Final Assessment
Date: Monday, 4 May 2026 · In class
You have 60 minutes to complete both parts. The clock starts at 15:20.
The assessment has two parts, both completed during class on your laptop. The quiz covers the second-half methods from Weeks 7–10 (clustering, word embeddings, sentiment analysis, LDA / topic modeling). The application exercise asks you to build an Orange Data Mining pipeline that answers a research question on a new corpus.
Part 1 — Online Quiz (~15 min)
Ten multiple-choice questions covering Weeks 7–10. Auto-graded, one point per correct answer.
Please take this on your laptop (not your phone).
- 10 multiple-choice questions, one per page
- Work independently
- Closed book, closed notes — you may not look up answers, use notes, or consult any outside resources
- Do not leave the survey page until you have completed the quiz
Part 2 — Application Exercise (~45 min)
Build pipelines in Orange Data Mining to answer two of the three sub-tasks below. You may either do both sub-tasks on a single dataset or do one sub-task on each — your choice.
For each sub-task, your answer rests on a visualization. Box Plot, violin plot, dendrogram, LDAvis view, t-SNE scatter, Word Cloud, and bar plot are all fair game — pick whichever best supports the claim you want to make.
Datasets
Pick one or both. Download links below.
dataset1_kjyg_sample.csv— 360 articles from Kyongje Yongu (경제연구), the DPRK economics journal, 1987–2017. Balanced 120 articles per leader era (Kim Il-sung, Kim Jong-il, Kim Jong-un). Useful columns:era,year,issue,title,text. · Download CSV (~3.1 MB)dataset2_bluehouse_petitions_sample.csv— 360 citizen petitions from the Cheong Wa Dae online platform, 2017–2018, balanced 60 per category. Useful columns:category,year,votes,title,text. · Download CSV (~600 KB)
Reference: data dictionary — Korean→English key for the petition category values, and the era reference for the KJYG era values.
The three sub-tasks
Task A — Did NK economic discourse shift tone across leader eras?
Dataset: dataset1_kjyg_sample.csv. Research question: is the sentiment of Kyongje Yongu articles measurably different across the three NK leader eras?
A good answer names the direction and rough size of the shift across eras and supports the claim with a visualization.
Task B — What latent topics cut across the petition categories?
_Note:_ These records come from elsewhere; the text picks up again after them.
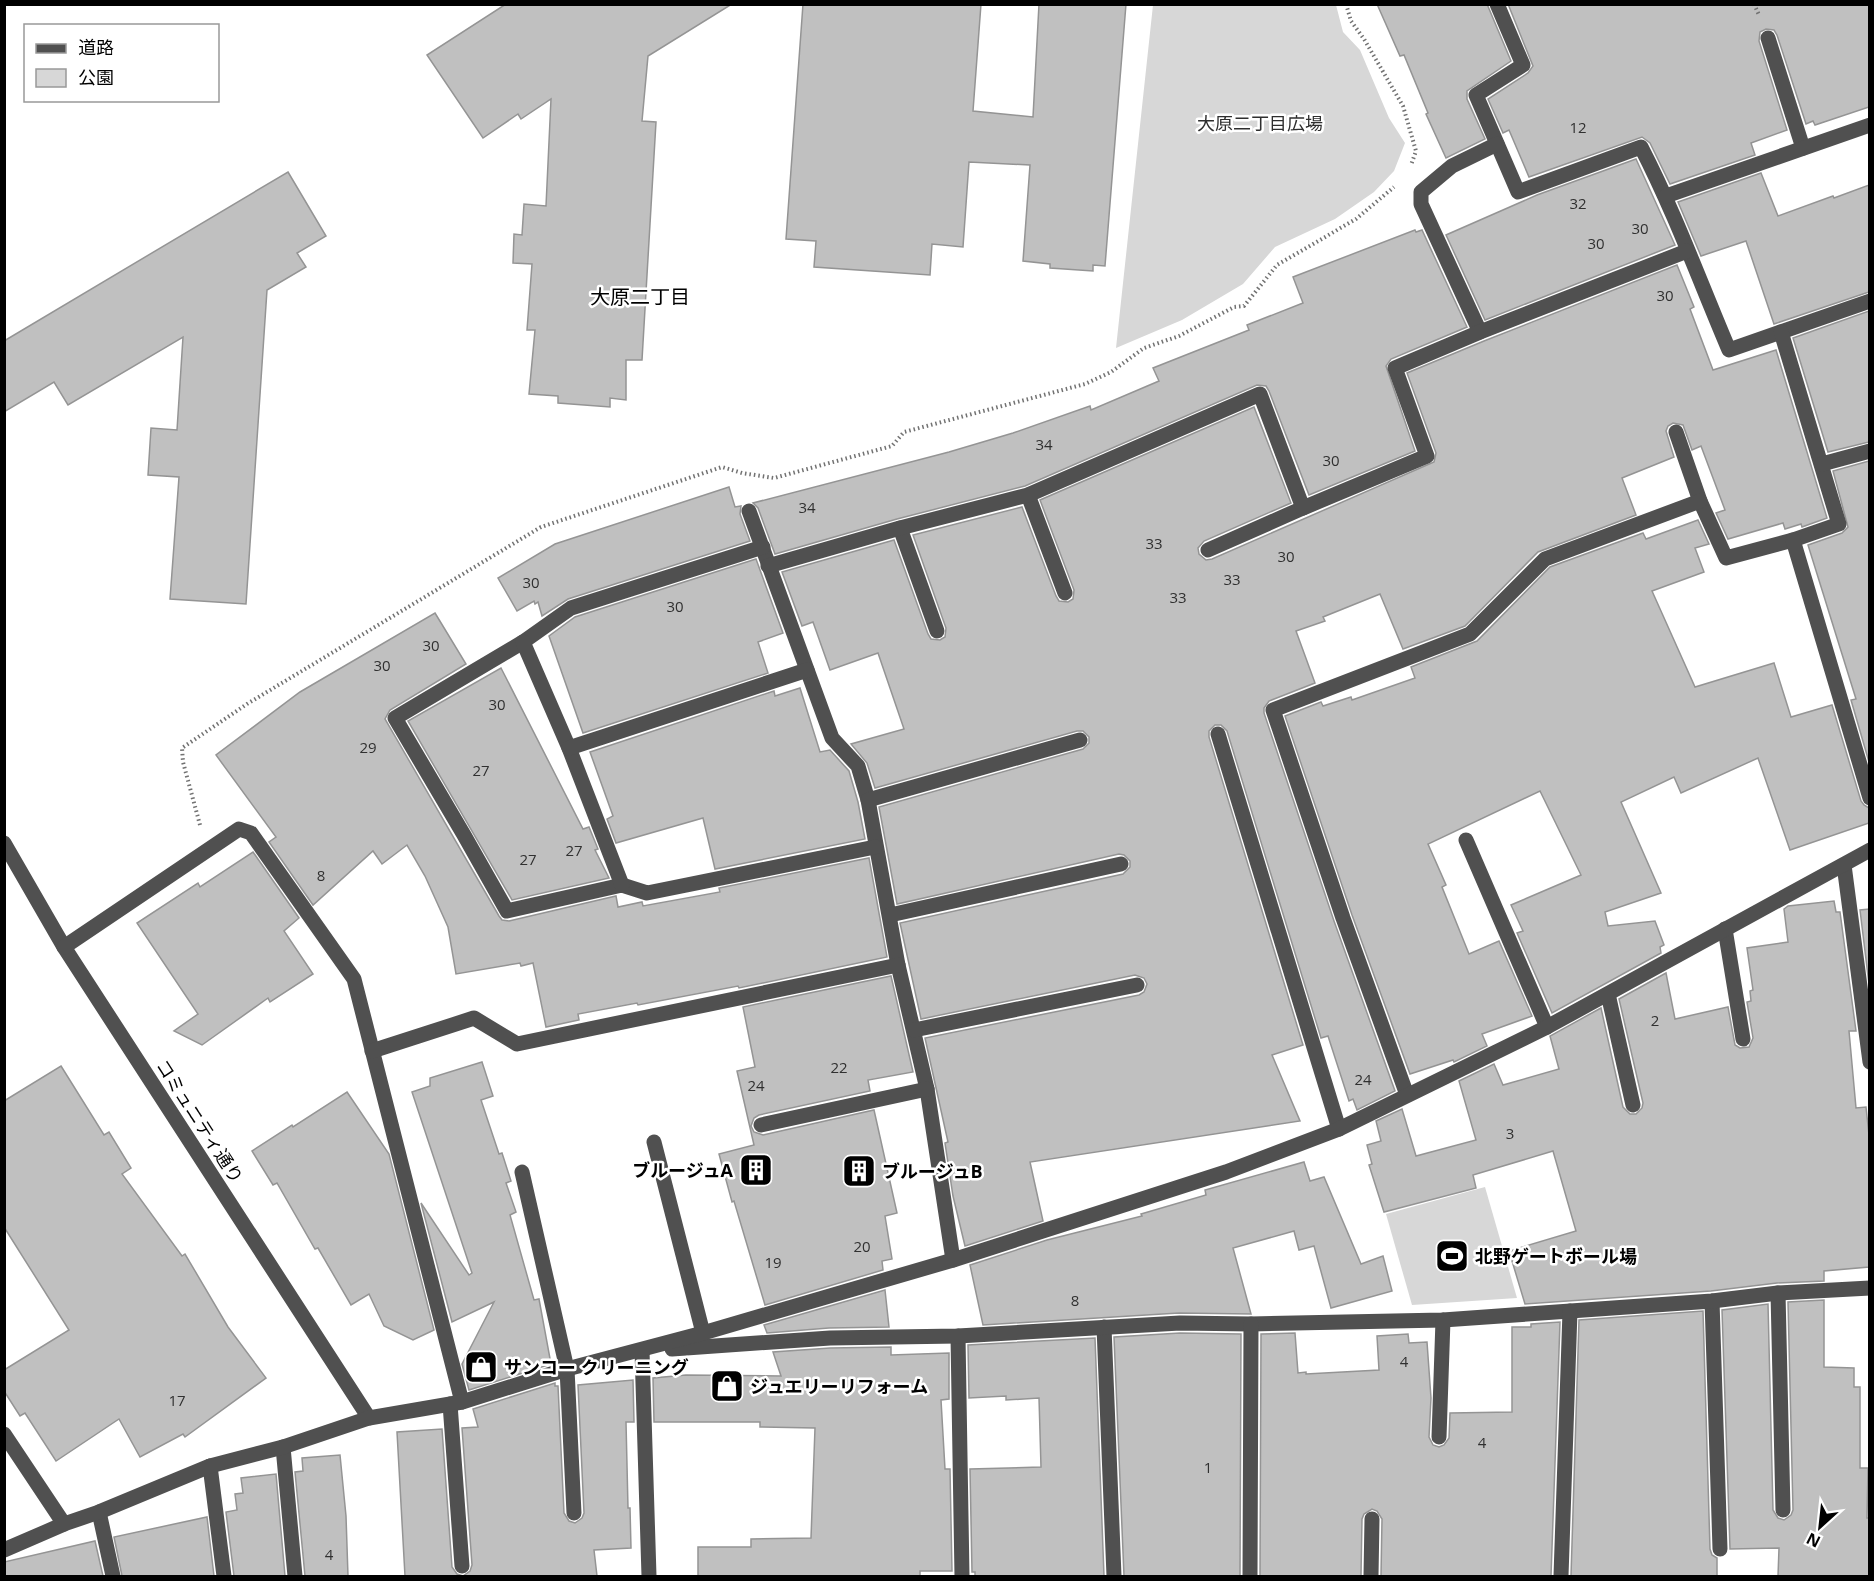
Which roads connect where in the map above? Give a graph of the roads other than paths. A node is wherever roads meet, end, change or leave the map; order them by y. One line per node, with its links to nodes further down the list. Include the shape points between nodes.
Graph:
1 (1497, 4): 4 (street, via 1523,64 1476,94)
2 (1768, 38): 5 (street)
3 (1869, 125): 5 (street)
4 (1497, 144): 6 (street, via 1518,192 1641,147); 9 (street, via 1452,166 1421,192 1422,204)
5 (1803, 148): 6 (street)
6 (1666, 196): 7 (street)
7 (1687, 251): 9 (street); 10 (street, via 1730,350)
8 (1869, 301): 10 (street)
9 (1480, 332): 16 (street, via 1395,368 1427,456)
10 (1781, 332): 13 (street)
11 (1676, 432): 15 (street)
12 (1869, 451): 13 (street)
13 (1822, 464): 19 (street, via 1839,524)
14 (1028, 495): 16 (street, via 1260,394); 18 (street); 23 (street)
15 (1700, 501): 19 (street, via 1726,558); 51 (street, via 1545,559 1470,634 1273,710)
16 (1303, 508): 21 (street)
17 (749, 511): 20 (street)
18 (900, 528): 22 (street); 24 (street)
19 (1793, 540): 30 (street)
20 (763, 547): 22 (street); 25 (street, via 571,608)
21 (1208, 550)
22 (768, 566): 26 (street)
23 (1065, 593)
24 (937, 631)
25 (523, 642): 29 (street); 38 (street, via 395,718 507,911)
26 (807, 670): 29 (street); 31 (street, via 832,738 858,766)
27 (1218, 734): 54 (street)
28 (1080, 740): 31 (street)
29 (568, 748): 38 (street)
30 (1869, 798)
31 (868, 800): 34 (street)
32 (1466, 840): 45 (street)
33 (4, 843): 41 (street, コミュニティ通り)
34 (876, 848): 38 (street, via 647,893); 39 (street)
35 (1869, 850): 37 (street)
36 (1121, 864): 39 (street)
37 (1844, 865): 40 (street); 49 (street)
38 (622, 885)
39 (890, 915): 42 (street)
40 (1725, 929): 44 (street); 47 (street)
41 (64, 947): 48 (street, via 239,829 251,833 354,979); 70 (street, コミュニティ通り)
42 (898, 965): 46 (street); 48 (street, via 517,1044 474,1018)
43 (1137, 985): 46 (street)
44 (1608, 994): 45 (street); 52 (street)
45 (1547, 1027): 51 (street)
46 (914, 1030): 50 (street)
47 (1743, 1039)
48 (372, 1051): 69 (street)
49 (1869, 1062)
50 (927, 1089): 53 (street); 57 (street)
51 (1407, 1095): 54 (street)
52 (1633, 1105)
53 (761, 1125)
54 (1339, 1129): 57 (street, via 1226,1172)
55 (654, 1142): 65 (street)
56 (522, 1172): 68 (street)
57 (953, 1260): 65 (street)
58 (1869, 1288): 59 (street)
59 (1778, 1293): 60 (street); 75 (street)
60 (1712, 1301): 61 (street); 80 (street)
61 (1570, 1311): 62 (street); 91 (street)
62 (1443, 1320): 63 (street); 72 (street)
63 (1251, 1324): 64 (street); 89 (street)
64 (1104, 1327): 66 (street); 88 (street)
65 (703, 1333): 67 (street)
66 (958, 1336): 67 (street, via 830,1338); 87 (street)
67 (642, 1351): 68 (street); 86 (street)
68 (567, 1369): 69 (street); 77 (street)
69 (456, 1403): 70 (street); 82 (street)
70 (369, 1418): 73 (street)
71 (4, 1434): 79 (street)
72 (1439, 1437)
73 (283, 1447): 74 (street); 85 (street)
74 (210, 1466): 76 (street); 84 (street)
75 (1783, 1510)
76 (99, 1512): 79 (street); 83 (street)
77 (574, 1514)
78 (1372, 1520): 90 (street)
79 (63, 1524): 81 (street)
80 (1720, 1549)
81 (4, 1550)
82 (462, 1566)
83 (113, 1576)
84 (224, 1576)
85 (295, 1576)
86 (649, 1576)
87 (962, 1576)
88 (1114, 1576)
89 (1250, 1576)
90 (1371, 1576)
91 (1561, 1576)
Dataset: dataset2_bluehouse_petitions_sample.csv. Research question: identify the latent topics in the petitions and look at how they map onto the six official categories. Some topics will line up neatly with one category; others will cross-cut several.
A good answer labels two or three of the topics in plain language and identifies at least one category where one of those topics is clearly more or less prevalent than the others.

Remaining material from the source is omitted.